When Does Funding Start?

The Medicaid side of the Meaningful Use process is based on “program years.” Unlike Medicare, there is no rush to “use it or lose it” by a particular date. If you have not already started, you can apply anytime between now and the end of 2016, and you will qualify for the full six-year funding cycle described above. In addition, you do not need to provide Meaningful Use measures for the first program year of Stage 1 funding. You simply need to attest that you have acquired and implemented Certified EHR Technology (trained staff, deployed tools, exchanged data), or that you have upgraded and/or expanded functionality or interoperability of a certified EHR that you already owned. Again, states are given discretion, so how they implement these rulings may vary slightly. For specific details, contact your state Medicaid office and consult the website where you apply for funding.

After the first program year, you will move into Modified Stage 2 until 2017 or 2018. The version of Office Practicum certified to 2014 standards is capable of supporting you until December 31, 2017, by which time you will be required to move up to a future version to be certified to Stage 3 standards.

Back to Top

Is Office Practicum a “certified EHR”?

Office Practicum Version 11 was certified in May 2011 as a Complete Ambulatory EHR under the 2011 MU standards. Office Practicum Version 14 was certified in October 2014 as a Complete Ambulatory EHR under 2014 guidelines.

If you participated in the MU program prior to 2014, you used OP 11 to meet the requirements from 2011 to 2013. The certificate for OP 11 expired on December 31, 2013, because new standards came into effect as of January 1, 2014. However, in August 2014, ONC published a Revised Final Rule to allow products certified under 2011 guidelines to remain in use through the end of 2014. As such, you may have kept using OP 11 to compile and submit MU statistics for the 2014 program year. All 2015 statistics must be compiled and submitted using OP 14.

View Office Practicum Certification Information

Back to Top

What Can I Do to Ensure Success in 2015?

The final rule published on October 6, 2015, reduced the 2015 reporting period to 90 days, which means you must have upgraded to a full implementation of OP 14 no later than October 1, 2015 to generate at least three months of supporting data for the 2015 program year. Based on the requirement of using OP 14.1 to produce and submit ICD-10 claims as of October 1, all active OP 14 users met that deadline. New participants in 2016 and 2017 will also be able to report on 90-periods in their first year of eligibility, but all other users will be required to compile and submit full years in 2016 and 2017.

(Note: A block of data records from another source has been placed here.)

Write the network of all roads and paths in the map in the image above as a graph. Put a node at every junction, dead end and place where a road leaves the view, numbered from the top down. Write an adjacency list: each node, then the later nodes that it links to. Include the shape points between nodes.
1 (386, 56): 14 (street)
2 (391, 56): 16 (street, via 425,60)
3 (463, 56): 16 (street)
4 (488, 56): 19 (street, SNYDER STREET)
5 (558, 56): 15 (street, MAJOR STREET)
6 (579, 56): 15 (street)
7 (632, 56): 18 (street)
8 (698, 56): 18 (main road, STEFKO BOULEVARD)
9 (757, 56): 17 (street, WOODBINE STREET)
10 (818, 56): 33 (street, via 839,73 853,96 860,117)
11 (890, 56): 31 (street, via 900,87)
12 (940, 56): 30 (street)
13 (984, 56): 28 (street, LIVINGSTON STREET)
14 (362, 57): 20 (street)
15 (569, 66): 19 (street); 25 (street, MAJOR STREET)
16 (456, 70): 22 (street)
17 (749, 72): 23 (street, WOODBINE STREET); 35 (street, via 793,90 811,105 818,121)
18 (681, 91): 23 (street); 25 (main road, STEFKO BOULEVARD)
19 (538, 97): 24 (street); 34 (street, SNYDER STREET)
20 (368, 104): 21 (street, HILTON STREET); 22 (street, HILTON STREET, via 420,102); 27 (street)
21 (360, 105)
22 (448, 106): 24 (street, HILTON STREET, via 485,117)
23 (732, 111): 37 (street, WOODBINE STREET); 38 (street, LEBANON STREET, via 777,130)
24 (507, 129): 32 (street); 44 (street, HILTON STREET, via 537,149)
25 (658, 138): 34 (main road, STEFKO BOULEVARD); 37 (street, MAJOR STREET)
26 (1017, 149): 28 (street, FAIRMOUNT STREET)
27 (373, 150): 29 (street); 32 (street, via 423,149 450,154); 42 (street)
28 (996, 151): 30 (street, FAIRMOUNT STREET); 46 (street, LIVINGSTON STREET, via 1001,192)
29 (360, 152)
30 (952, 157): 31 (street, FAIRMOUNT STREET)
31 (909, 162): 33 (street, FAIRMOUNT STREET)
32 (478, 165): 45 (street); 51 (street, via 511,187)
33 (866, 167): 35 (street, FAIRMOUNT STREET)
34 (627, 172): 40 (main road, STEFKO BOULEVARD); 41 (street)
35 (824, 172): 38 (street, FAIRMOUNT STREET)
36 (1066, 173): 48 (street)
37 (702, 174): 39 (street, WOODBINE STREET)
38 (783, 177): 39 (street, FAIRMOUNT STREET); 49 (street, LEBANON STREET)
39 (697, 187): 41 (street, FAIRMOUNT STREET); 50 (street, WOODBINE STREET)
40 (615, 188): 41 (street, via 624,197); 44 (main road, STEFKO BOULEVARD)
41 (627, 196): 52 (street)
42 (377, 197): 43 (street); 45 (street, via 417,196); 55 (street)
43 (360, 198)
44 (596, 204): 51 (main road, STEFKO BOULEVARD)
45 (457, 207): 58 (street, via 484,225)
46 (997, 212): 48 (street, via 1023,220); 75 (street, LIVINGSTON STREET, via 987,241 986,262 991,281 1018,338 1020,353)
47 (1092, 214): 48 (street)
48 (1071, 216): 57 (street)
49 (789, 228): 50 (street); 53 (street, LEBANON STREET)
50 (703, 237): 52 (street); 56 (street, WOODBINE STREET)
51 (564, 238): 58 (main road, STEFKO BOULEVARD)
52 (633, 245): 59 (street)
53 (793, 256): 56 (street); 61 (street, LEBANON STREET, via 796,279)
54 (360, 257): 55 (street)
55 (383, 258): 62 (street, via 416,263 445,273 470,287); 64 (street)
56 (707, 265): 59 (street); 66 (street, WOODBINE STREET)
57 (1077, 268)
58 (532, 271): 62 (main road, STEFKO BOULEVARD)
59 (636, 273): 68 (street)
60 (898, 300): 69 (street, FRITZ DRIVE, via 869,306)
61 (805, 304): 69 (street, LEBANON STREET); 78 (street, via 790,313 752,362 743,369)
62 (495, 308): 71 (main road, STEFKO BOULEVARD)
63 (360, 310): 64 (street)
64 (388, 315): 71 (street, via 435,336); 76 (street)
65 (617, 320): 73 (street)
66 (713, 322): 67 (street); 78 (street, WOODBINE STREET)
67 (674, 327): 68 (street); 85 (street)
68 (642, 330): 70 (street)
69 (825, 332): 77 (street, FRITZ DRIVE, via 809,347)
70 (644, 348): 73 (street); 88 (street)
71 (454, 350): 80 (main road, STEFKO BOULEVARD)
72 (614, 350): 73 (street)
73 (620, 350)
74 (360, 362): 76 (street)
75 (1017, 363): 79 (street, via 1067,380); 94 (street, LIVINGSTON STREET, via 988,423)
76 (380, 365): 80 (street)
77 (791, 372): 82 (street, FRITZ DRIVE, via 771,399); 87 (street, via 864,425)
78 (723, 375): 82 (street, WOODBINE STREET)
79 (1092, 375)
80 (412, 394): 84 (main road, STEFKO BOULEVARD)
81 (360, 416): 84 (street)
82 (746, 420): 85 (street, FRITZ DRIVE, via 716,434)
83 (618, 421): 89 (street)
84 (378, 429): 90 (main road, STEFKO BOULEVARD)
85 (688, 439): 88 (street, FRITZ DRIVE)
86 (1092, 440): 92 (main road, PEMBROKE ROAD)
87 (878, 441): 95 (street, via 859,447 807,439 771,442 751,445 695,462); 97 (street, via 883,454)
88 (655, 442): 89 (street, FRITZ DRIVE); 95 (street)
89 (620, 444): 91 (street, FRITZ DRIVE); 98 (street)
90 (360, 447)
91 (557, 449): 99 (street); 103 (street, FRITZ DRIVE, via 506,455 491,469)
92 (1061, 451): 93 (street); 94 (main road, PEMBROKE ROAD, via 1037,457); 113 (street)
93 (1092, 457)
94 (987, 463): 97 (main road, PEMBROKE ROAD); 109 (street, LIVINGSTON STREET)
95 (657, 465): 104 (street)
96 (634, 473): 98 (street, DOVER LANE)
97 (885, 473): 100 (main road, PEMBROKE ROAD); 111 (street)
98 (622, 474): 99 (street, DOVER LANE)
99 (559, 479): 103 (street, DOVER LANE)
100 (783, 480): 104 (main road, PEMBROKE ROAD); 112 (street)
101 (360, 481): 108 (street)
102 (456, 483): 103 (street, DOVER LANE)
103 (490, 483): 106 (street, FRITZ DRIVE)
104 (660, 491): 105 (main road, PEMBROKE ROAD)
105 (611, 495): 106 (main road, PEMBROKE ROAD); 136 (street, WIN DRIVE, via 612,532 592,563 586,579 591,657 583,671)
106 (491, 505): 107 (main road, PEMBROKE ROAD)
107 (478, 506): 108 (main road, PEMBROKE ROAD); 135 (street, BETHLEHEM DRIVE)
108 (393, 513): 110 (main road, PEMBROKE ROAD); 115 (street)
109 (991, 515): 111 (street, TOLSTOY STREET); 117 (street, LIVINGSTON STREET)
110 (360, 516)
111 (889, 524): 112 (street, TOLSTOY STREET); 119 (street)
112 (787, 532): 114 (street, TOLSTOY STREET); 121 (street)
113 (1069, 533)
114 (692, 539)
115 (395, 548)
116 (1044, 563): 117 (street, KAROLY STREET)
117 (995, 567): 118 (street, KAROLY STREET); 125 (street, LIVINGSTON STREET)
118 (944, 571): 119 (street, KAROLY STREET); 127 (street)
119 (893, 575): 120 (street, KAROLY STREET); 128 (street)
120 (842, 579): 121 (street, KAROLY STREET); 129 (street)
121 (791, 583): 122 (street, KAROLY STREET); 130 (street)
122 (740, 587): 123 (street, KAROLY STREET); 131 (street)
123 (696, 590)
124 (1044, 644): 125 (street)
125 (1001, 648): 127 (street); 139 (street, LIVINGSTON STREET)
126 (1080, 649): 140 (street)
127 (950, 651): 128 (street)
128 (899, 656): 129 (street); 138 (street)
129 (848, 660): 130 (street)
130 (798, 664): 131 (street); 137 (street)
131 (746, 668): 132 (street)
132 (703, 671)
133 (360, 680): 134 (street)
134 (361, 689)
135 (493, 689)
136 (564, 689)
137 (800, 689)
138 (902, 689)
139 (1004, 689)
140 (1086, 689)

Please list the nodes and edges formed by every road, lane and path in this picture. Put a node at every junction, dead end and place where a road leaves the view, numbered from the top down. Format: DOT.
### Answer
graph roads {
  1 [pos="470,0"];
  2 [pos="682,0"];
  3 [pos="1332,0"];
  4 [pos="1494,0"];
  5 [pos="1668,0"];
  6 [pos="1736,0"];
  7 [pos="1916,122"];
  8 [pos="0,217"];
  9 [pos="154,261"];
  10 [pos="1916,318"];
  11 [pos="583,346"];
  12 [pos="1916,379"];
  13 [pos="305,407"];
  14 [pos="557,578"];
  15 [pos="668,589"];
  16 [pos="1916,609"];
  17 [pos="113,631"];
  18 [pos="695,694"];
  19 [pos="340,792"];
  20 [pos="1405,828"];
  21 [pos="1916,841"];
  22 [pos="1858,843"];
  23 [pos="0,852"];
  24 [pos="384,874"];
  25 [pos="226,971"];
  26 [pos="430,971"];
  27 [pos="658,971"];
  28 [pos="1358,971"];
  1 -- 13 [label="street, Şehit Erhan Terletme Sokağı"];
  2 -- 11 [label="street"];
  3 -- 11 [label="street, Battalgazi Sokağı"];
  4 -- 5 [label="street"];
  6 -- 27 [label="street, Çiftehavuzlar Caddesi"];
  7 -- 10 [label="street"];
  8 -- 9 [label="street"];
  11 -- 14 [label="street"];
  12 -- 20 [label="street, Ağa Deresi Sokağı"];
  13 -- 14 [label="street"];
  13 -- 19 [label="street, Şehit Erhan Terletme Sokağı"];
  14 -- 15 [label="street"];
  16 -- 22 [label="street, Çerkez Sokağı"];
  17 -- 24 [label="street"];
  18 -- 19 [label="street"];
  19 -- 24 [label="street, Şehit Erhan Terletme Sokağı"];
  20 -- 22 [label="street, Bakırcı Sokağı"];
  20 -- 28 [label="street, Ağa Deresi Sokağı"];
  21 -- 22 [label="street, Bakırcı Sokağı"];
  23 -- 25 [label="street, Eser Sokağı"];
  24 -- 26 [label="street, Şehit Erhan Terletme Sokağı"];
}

Take inventory of what features you already own. Aside from the main program, a certified Office Practicum 14 installation will be required to contain the following elements:

  • e-Prescribing
  • Patient Portal (not optional under 2014 criteria)
  • Interface to your state’s Immunization Registry
  • Results interface to at least one lab (may be optional; details below)
  • DIRECT secure email account for inbound/outbound transitions of care
  • Meaningful Use report bundle for the QIC module

As always, the core Office Practicum program is covered by your Support Level Agreement, and there is no charge for the upgraded features that make it “Meaningful Use capable.” If you already have the 2011 MU report bundle, then the upgrade to the 2014 edition is included at no extra charge.

The final preparatory step is to read the rest Meaningful Use Roadmap carefully and start a conversation in your practice about how to implement the changes that some of these measures require. Many of the changes to support Meaningful Use are driven by office procedures, not Office Practicum. Regardless of which EHR vendor you use, you need to rethink certain processes that may be ingrained but are incompatible with Meaningful Use requirements. We hope the remainder of this roadmap will give you plenty to think about and decide before you begin (or continue) this journey.